The Internet Research Task Force (IRTF) is an organization, overseen by the Internet Architecture Board, that focuses on longer-term research issues related to the Internet. A parallel organization, the Internet Engineering Task Force (IETF), focuses on the shorter term issues of engineering and standards making.

The IRTF promotes research of importance to the evolution of the Internet by creating focused, long-term research groups working on topics related to Internet protocols, applications, architecture and technology. Unlike the IETF, the task force does not set standards and there is no explicit outcome expected of IRTF research groups.

== Organization ==

The IRTF is composed of a number of focused and long-term research groups. These groups work on topics related to Internet protocols, applications, architecture and technology. Research groups have the stable long-term membership needed to promote the development of research collaboration and teamwork in exploring research issues. Participation is by individual contributors, rather than by representatives of organizations. The list of current groups can be found on the IRTF's homepage.

== Operations ==

The IRTF is managed by the IRTF chair in consultation with the Internet Research Steering Group (IRSG). The IRSG membership includes the IRTF chair, the chairs of the various Research Groups and other individuals (members at large) from the research community selected by the IRTF chair. The chair of the IRTF is appointed by the Internet Architecture Board (IAB) for a two-year term.

These individuals have chaired the IRTF:

- David D. Clark, 1989–1992
- Jon Postel, 1992–1995
- Abel Weinrib, 1995–1999
- Erik Huizer, 1999–2001
- Vern Paxson, 2001–2005
- Aaron Falk, 2005–2011
- Lars Eggert, 2011–2017
- Allison Mankin, 2017–2019
- Colin Perkins, 2019–2025
- Dirk Kutscher, 2025–present

The IRTF chair is responsible for ensuring that research groups produce coherent, coordinated, architecturally consistent and timely output as a contribution to the overall evolution of the Internet architecture. In addition to the detailed tasks related to research groups outlined below, the IRTF chair may also from time to time arrange for topical workshops attended by the IRSG and perhaps other experts in the field.
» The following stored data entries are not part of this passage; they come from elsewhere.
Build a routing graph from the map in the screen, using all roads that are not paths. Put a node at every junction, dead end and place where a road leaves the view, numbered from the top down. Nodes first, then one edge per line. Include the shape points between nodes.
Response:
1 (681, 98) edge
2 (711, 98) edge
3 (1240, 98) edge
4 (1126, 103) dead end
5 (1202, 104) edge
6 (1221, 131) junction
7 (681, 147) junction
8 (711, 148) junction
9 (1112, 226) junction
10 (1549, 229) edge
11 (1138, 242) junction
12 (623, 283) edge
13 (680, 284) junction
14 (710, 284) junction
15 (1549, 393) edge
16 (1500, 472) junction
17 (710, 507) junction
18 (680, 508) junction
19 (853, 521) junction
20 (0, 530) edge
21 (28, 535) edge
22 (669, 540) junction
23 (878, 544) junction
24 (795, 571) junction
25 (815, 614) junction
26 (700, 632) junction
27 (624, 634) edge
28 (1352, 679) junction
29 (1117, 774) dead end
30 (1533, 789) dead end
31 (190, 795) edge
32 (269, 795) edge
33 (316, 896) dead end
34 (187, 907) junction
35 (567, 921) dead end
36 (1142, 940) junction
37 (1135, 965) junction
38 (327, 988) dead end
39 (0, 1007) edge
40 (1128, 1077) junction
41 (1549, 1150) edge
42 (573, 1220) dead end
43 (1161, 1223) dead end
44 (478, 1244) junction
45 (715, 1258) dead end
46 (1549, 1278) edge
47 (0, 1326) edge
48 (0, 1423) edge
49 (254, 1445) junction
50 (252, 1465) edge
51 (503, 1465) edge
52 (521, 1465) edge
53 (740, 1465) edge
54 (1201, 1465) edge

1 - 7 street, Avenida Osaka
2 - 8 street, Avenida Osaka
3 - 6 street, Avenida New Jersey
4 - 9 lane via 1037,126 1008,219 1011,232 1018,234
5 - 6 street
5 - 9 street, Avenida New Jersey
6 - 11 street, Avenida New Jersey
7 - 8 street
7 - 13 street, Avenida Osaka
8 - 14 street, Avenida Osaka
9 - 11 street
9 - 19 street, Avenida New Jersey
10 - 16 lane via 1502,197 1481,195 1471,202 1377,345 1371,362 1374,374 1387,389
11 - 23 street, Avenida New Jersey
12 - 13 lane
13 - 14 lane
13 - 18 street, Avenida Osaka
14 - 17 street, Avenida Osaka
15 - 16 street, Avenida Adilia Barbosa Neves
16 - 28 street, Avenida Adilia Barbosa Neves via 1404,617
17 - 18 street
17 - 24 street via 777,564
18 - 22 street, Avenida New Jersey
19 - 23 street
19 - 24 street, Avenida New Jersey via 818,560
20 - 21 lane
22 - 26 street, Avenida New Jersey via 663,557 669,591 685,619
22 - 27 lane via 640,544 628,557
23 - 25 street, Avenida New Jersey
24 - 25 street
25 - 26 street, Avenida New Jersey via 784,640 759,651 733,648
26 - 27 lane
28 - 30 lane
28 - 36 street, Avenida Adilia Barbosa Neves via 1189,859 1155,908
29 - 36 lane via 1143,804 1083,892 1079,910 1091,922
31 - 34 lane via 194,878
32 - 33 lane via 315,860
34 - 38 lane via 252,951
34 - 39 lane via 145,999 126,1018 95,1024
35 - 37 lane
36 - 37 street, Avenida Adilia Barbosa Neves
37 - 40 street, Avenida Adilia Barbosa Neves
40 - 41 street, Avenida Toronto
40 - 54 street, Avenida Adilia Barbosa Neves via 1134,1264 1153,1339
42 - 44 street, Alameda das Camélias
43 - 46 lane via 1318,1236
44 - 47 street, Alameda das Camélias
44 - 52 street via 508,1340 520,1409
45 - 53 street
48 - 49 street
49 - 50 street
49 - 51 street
The RFC Editor publishes documents from the IRTF and its research groups on the IRTF stream.

===IRSG===
The IRTF is managed by the IRTF chair in consultation with the Internet Research Steering Group (IRSG). The IRSG membership includes the IRTF chair, the chairs of the various IRTF research groups and other individuals (members at large) from the research or IETF communities. IRSG members at large are chosen by the IRTF chair in consultation with the rest of the IRSG and on approval by the Internet Architecture Board.

In addition to managing the research groups, the IRSG may from time to time hold topical workshops focusing on research areas of importance to the evolution of the Internet, or more general workshops to, for example, discuss research priorities from an Internet perspective.

The IRSG also reviews and approves documents published as part of the IRTF document stream.